Reading and presenting Lisa Yazek's article on Kindred gave me food for thought that had not popped up while reading the novel. I definitely missed the theme of readers becoming more disconnected with history and how Dana's experience is meant to illustrate how every event in the past affects us one way or another. I'll confess that I was one of those readers who views history as a random jumble of facts that affect other events. However, I never thought of them as necessarily affecting me. But why shouldn't they? After all, I came from my parents who came from their parents and something must have happened to create my bloodline, right? Upon pondering Yazek's assertion, I can really see where Butler was trying to drive home her dissatisfaction with the ubiquitous feeling of vague history.
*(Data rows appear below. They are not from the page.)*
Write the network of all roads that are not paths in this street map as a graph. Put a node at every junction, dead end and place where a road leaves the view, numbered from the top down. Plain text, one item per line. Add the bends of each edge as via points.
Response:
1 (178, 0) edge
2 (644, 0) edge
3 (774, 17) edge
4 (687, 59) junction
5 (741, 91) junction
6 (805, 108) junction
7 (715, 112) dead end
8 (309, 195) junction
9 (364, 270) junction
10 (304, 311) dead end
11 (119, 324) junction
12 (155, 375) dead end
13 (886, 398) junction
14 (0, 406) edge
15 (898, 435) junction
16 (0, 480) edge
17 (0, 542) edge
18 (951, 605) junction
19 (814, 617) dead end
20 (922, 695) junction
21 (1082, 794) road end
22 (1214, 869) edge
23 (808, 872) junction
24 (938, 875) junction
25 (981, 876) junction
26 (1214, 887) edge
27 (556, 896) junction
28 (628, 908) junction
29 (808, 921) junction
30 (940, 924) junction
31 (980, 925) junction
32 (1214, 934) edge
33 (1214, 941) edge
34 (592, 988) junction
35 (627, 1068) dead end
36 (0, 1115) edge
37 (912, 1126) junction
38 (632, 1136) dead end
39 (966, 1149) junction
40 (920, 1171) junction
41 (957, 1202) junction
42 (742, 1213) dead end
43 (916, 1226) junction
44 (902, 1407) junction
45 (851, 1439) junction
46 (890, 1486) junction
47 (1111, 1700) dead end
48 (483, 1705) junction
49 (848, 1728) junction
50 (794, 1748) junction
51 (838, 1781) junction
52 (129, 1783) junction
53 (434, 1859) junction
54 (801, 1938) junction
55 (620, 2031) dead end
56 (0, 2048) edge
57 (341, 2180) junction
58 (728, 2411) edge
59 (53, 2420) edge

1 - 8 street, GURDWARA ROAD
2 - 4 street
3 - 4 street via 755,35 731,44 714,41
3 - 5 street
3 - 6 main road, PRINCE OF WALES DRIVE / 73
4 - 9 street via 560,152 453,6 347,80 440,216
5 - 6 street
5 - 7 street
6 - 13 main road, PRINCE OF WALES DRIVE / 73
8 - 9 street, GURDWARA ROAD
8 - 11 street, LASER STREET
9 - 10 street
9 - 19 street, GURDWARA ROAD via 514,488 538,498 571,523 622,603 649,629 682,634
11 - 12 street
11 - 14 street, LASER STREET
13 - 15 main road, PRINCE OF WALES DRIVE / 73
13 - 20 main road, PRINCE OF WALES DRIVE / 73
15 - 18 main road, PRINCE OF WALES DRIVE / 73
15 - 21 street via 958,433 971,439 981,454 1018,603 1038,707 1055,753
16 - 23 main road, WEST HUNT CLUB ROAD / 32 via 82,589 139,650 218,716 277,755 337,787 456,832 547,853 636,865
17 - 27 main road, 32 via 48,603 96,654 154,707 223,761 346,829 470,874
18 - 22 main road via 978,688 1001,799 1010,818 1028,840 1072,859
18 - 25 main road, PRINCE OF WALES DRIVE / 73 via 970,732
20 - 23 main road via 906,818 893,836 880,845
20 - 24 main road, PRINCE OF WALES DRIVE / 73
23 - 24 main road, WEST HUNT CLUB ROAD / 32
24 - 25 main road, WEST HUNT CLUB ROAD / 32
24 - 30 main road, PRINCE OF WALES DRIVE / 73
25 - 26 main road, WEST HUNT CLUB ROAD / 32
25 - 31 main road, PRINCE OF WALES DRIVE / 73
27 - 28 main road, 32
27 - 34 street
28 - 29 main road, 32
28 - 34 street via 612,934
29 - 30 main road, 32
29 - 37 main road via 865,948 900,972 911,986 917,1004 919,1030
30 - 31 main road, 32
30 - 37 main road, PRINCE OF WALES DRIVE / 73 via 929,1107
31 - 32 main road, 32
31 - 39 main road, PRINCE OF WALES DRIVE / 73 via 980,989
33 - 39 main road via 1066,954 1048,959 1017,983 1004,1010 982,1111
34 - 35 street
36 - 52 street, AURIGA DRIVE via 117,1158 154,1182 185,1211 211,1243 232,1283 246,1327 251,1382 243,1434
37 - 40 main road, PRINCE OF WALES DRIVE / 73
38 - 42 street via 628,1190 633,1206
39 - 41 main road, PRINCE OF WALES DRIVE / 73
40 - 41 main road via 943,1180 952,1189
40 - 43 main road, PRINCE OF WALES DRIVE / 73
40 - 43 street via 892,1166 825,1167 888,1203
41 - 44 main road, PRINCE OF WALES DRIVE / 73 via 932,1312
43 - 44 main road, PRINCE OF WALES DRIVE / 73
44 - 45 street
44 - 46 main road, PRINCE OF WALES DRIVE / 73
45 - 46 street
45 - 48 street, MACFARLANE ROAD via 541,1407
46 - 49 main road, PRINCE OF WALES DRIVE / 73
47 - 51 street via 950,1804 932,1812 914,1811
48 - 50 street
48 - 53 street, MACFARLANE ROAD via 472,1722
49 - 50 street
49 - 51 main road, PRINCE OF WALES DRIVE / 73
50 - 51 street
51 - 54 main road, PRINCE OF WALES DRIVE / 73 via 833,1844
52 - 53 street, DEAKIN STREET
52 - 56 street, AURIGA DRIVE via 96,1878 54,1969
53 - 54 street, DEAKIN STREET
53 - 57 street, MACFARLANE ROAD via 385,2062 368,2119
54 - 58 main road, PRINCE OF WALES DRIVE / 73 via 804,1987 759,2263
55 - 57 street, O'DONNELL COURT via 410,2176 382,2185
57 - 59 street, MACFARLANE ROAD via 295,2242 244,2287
Additionally, I had never thought about the role commercialism and advertisements play in shaping our views towards society. Yazek brings up ads from corporations like McDonald's and Coca-Cola and how they have promoted a more egalitarian society especially in the 1970s where the ads focused on equality between men and women (and racial equality to a somewhat lesser extent). These advertisements, in addition to the Civil Rights and Feminist movements, explains why going back and observing societal roles in the 19th Century was so shocking for Dana.
Finally, I think what both Yazek and Butler want to bring home to the reader is that America's history includes slavery and it is fundamental to how this country was founded. Moreover, this part of our nation's history is not that old, relatively speaking. Therefore, it is critical we don't brush this part of our history aside as an anomaly to the greatest nation that ever was.